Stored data

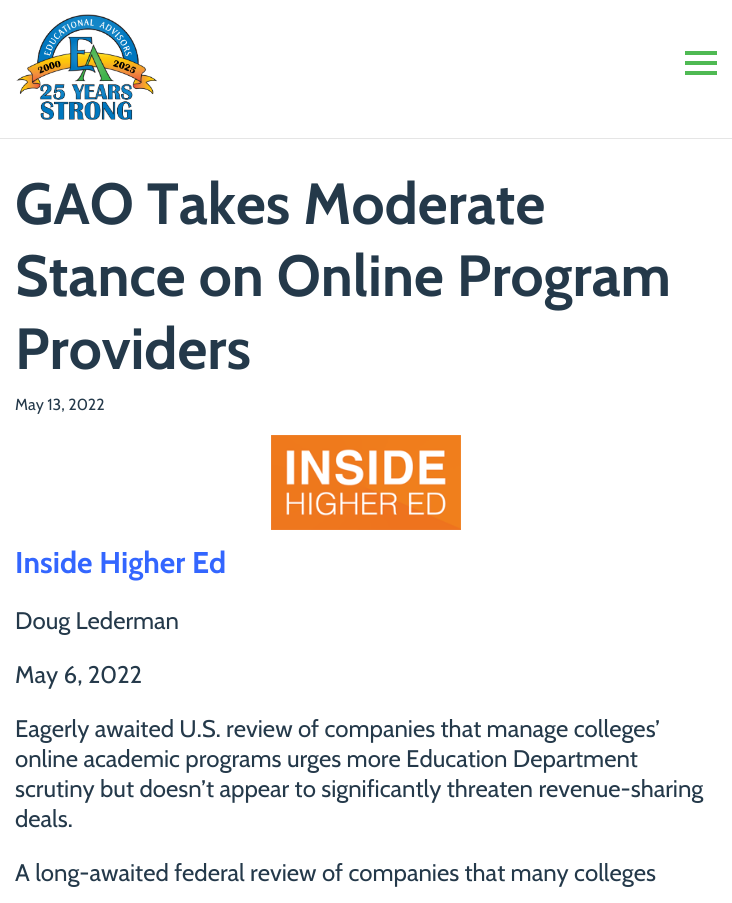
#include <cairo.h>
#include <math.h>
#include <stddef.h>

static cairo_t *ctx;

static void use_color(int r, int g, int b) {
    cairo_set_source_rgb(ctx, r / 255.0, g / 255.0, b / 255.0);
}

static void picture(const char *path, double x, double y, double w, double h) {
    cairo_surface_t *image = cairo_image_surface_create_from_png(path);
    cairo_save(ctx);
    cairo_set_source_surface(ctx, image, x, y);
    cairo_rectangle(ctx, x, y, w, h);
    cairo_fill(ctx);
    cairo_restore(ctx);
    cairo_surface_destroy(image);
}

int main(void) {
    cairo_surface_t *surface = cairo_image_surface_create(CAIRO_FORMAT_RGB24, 732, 903);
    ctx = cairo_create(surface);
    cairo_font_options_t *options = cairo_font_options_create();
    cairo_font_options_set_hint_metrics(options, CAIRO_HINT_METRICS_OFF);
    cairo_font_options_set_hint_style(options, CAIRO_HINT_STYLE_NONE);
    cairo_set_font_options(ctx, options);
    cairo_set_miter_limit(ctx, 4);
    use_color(255, 255, 255);
    cairo_paint(ctx);
    use_color(229, 229, 229);
    cairo_rectangle(ctx, 0, 138, 732, 1);
    cairo_fill(ctx);
    picture("img1.png", 16, 14, 141, 106);
    use_color(79, 185, 83);
    cairo_rectangle(ctx, 685, 61, 32, 4);
    cairo_fill(ctx);
    cairo_rectangle(ctx, 685, 51, 32, 4);
    cairo_fill(ctx);
    cairo_rectangle(ctx, 685, 71, 32, 4);
    cairo_fill(ctx);
    cairo_select_font_face(ctx, "Cabin", CAIRO_FONT_SLANT_NORMAL, CAIRO_FONT_WEIGHT_BOLD);
    cairo_set_font_size(ctx, 58);
    use_color(36, 57, 74);
    cairo_move_to(ctx, 15, 224);
    cairo_show_text(ctx, "GAO Takes Moderate");
    cairo_move_to(ctx, 15, 296);
    cairo_show_text(ctx, "Stance on Online Program");
    cairo_move_to(ctx, 15, 369);
    cairo_show_text(ctx, "Providers");
    cairo_select_font_face(ctx, "Cabin", CAIRO_FONT_SLANT_NORMAL, CAIRO_FONT_WEIGHT_NORMAL);
    cairo_set_font_size(ctx, 16);
    cairo_move_to(ctx, 15, 410);
    cairo_show_text(ctx, "May 13, 2022");
    picture("img2.png", 271, 435, 190, 95);
    cairo_select_font_face(ctx, "Cabin", CAIRO_FONT_SLANT_NORMAL, CAIRO_FONT_WEIGHT_BOLD);
    cairo_set_font_size(ctx, 30);
    use_color(51, 102, 255);
    cairo_move_to(ctx, 15, 573);
    cairo_show_text(ctx, "Inside Higher Ed");
    cairo_select_font_face(ctx, "Cabin", CAIRO_FONT_SLANT_NORMAL, CAIRO_FONT_WEIGHT_NORMAL);
    cairo_set_font_size(ctx, 24);
    use_color(36, 57, 74);
    cairo_move_to(ctx, 15, 629);
    cairo_show_text(ctx, "Doug Lederman");
    cairo_move_to(ctx, 15, 683);
    cairo_show_text(ctx, "May 6, 2022");
    cairo_move_to(ctx, 15, 737);
    cairo_show_text(ctx, "Eagerly awaited U.S. review of companies that manage colleges’");
    cairo_move_to(ctx, 15, 767);
    cairo_show_text(ctx, "online academic programs urges more Education Department");
    cairo_move_to(ctx, 15, 797);
    cairo_show_text(ctx, "scrutiny but doesn’t appear to significantly threaten revenue-sharing");
    cairo_move_to(ctx, 15, 827);
    cairo_show_text(ctx, "deals.");
    cairo_move_to(ctx, 15, 881);
    cairo_show_text(ctx, "A long-awaited federal review of companies that many colleges");
    cairo_surface_write_to_png(surface, "result.png");
    cairo_font_options_destroy(options);
    cairo_destroy(ctx);
    cairo_surface_destroy(surface);
    return 0;
}
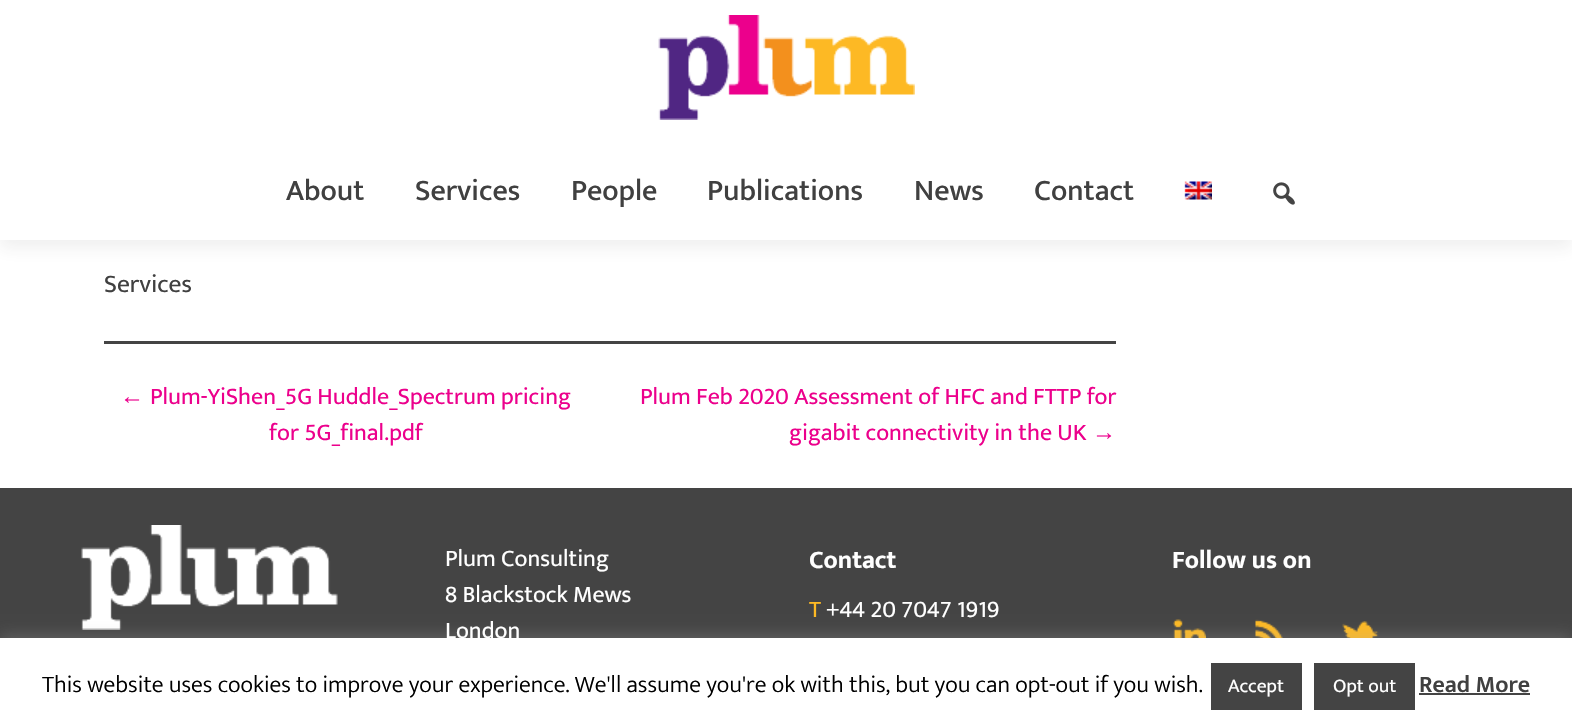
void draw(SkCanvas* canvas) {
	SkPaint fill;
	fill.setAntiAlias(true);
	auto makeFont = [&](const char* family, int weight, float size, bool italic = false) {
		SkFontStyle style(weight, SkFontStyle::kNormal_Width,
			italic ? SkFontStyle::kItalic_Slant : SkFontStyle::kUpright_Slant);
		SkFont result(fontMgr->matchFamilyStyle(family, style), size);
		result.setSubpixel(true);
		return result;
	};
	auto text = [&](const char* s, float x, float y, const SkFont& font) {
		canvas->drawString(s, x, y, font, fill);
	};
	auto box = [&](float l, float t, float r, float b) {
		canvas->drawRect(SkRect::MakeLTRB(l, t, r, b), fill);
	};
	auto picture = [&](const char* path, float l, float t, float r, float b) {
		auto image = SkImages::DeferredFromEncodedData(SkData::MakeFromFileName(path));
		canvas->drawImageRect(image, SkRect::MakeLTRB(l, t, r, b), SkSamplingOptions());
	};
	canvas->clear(0xFFFFFFFF);
	fill.setColor(0x14323232);
	fill.setMaskFilter(SkMaskFilter::MakeBlur(kNormal_SkBlurStyle, 8));
	canvas->drawRect(SkRect::MakeLTRB(0, 8, 1572, 248), fill);
	fill.setMaskFilter(nullptr);
	fill.setColor(0xFFFFFFFF);
	box(0, 0, 1572, 240);
	picture("image0.png", 658, 15, 915, 120);
	picture("image1.png", 1184, 181, 1212, 200);
	picture("image2.png", 1273, 182, 1295, 205);
	fill.setColor(0xFF444444);
	box(104, 341, 1116, 344);
	box(0, 488, 1572, 638);
	picture("image3.png", 81, 525, 338, 630);
	picture("image4.png", 1173, 619, 1206, 638);
	picture("image5.png", 1255, 619, 1283, 638);
	picture("image6.png", 1342, 621, 1379, 638);
	fill.setColor(0x4DACABAB);
	fill.setMaskFilter(SkMaskFilter::MakeBlur(kNormal_SkBlurStyle, 7.5f));
	canvas->drawRect(SkRect::MakeLTRB(0, 636, 1572, 726), fill);
	fill.setMaskFilter(nullptr);
	fill.setColor(0xFFFFFFFF);
	box(0, 638, 1572, 727);
	fill.setColor(0xFF444444);
	box(1211, 663, 1302, 710);
	box(1314, 663, 1415, 710);
	box(1419, 693, 1530, 695);
	auto font1 = makeFont("Ek Mukta", 500, 30);
	fill.setColor(0xFF404040);
	text("About", 286, 200, font1);
	text("Services", 415, 200, font1);
	text("People", 571, 200, font1);
	text("Publications", 707, 200, font1);
	text("News", 914, 200, font1);
	text("Contact", 1034, 200, font1);
	auto font2 = makeFont("Ek Mukta", 400, 25.5f);
	text("Services", 104, 292, font2);
	auto font3 = makeFont("Liberation Sans", 400, 24);
	fill.setColor(0xFFEC008C);
	text("←", 120, 404, font3);
	auto font4 = makeFont("Ek Mukta", 400, 24);
	text("Plum-YiShen_5G Huddle_Spectrum pricing", 150, 404, font4);
	text("for 5G_final.pdf", 269, 440, font4);
	text("Plum Feb 2020 Assessment of HFC and FTTP for", 640, 404, font4);
	text("gigabit connectivity in the UK", 789, 440, font4);
	text("→", 1092, 440, font3);
	fill.setColor(0xFFFFFFFF);
	text("Plum Consulting", 445, 566, font4);
	text("8 Blackstock Mews", 445, 602, font4);
	text("London", 445, 638, font4);
	auto font5 = makeFont("Ek Mukta", 700, 25.5f);
	text("Contact", 809, 568, font5);
	fill.setColor(0xFFFDB924);
	text("T", 809, 617, font4);
	fill.setColor(0xFFFFFFFF);
	text("+44 20 7047 1919", 826, 617, font4);
	text("Follow us on", 1172, 568, font5);
	auto font6 = makeFont("Ek Mukta", 300, 24);
	fill.setColor(0xFF000000);
	text("This website uses cookies to improve your experience. We'll assume you're ok with this, but you can opt-out if you wish.", 42, 692, font6);
	auto font7 = makeFont("Ek Mukta", 400, 19.5f);
	fill.setColor(0xFFFFFFFF);
	text("Accept", 1228, 692, font7);
	text("Opt out", 1333, 692, font7);
	auto font8 = makeFont("Ek Mukta", 600, 24);
	fill.setColor(0xFF404040);
	text("Read More", 1419, 692, font8);
}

WHAT IS REQUIRED => Please copy the lines in the records above between the one holding "static void use_color(int" and the one holding "cairo_save(ctx);", inclusive, exactly and with no other line.

RESULT =>
static void use_color(int r, int g, int b) {
    cairo_set_source_rgb(ctx, r / 255.0, g / 255.0, b / 255.0);
}

static void picture(const char *path, double x, double y, double w, double h) {
    cairo_surface_t *image = cairo_image_surface_create_from_png(path);
    cairo_save(ctx);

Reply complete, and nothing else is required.